[Keypoint coordinate data]
^^^^^^^^

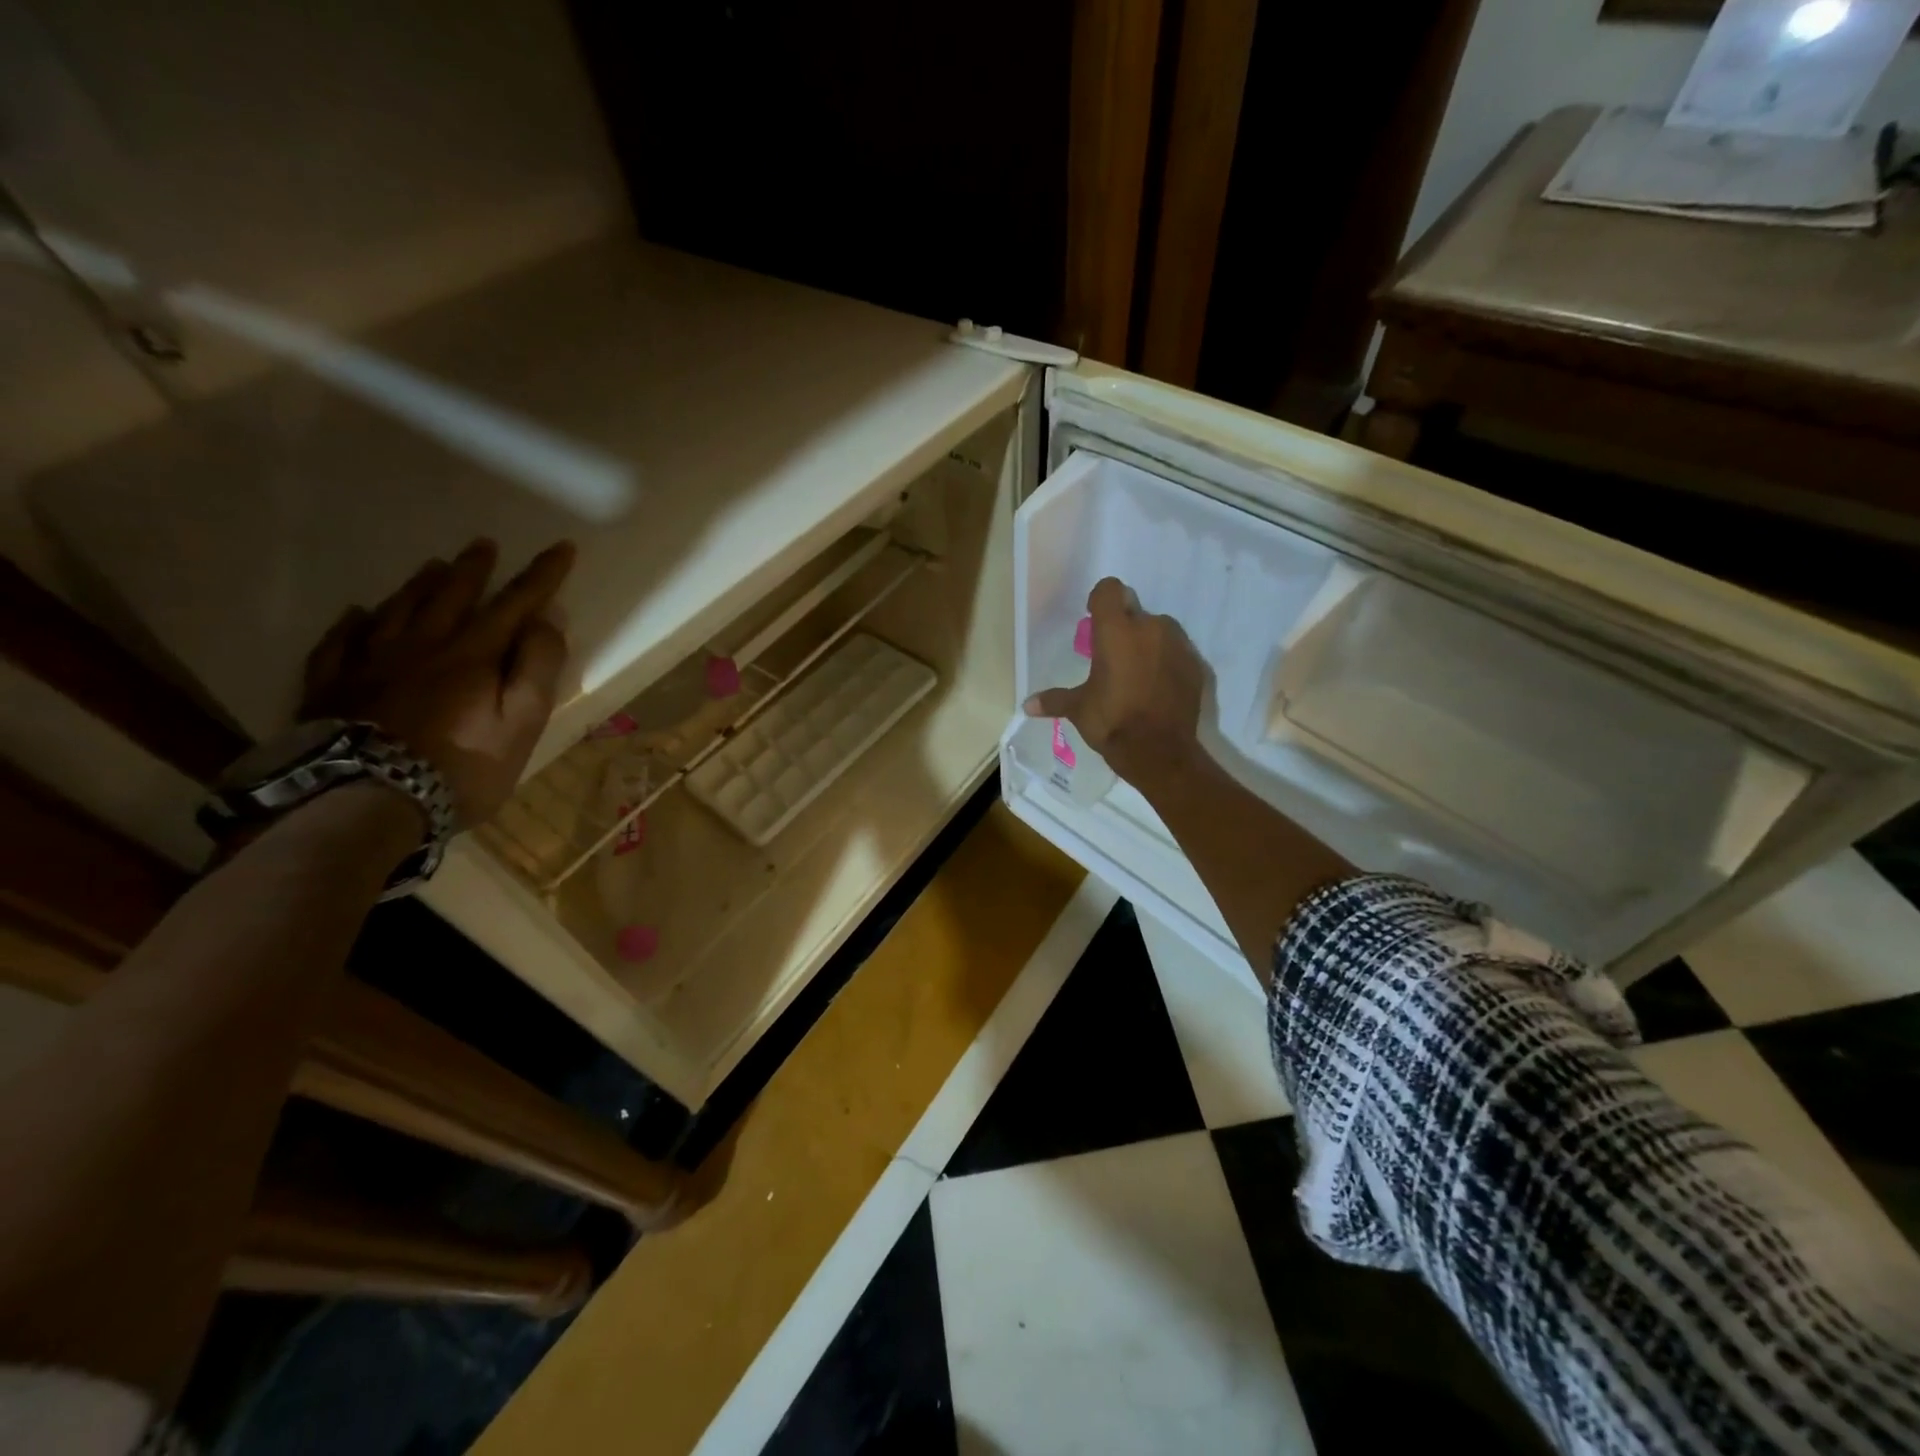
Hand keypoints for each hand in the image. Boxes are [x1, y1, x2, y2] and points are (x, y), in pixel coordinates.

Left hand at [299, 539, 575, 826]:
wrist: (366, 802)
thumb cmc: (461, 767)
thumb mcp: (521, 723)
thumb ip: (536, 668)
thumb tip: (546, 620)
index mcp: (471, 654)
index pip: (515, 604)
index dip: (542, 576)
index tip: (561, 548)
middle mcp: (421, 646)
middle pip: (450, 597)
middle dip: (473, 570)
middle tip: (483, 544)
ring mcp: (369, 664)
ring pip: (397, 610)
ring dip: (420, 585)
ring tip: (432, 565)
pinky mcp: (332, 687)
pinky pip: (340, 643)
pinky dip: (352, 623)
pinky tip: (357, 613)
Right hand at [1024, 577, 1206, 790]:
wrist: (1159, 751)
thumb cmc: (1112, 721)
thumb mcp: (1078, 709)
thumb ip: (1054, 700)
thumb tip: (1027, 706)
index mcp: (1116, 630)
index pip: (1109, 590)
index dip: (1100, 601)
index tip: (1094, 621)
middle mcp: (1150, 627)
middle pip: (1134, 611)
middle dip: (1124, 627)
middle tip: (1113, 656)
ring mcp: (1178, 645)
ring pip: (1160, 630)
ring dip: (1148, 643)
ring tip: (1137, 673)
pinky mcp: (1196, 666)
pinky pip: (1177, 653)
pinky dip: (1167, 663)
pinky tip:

^^^^^^^^

Problem statement:
What do the lines from the one with "index mcp: (1116, 630)" through the last line of the entries say? Print them word for word, both ends included, and nothing else.

Answer box:
index mcp: (1116, 630)
index pip: (1109, 590)
index dip: (1100, 601)
index tip: (1094, 621)
middle mcp: (1150, 627)
middle pip: (1134, 611)
middle dip: (1124, 627)
middle tip: (1113, 656)
ring mcp: (1178, 645)
ring pip: (1160, 630)
ring dip: (1148, 643)
ring tip: (1137, 673)
pinky mcp: (1196, 666)
pinky pip: (1177, 653)
pinky dip: (1167, 663)
pinky tip:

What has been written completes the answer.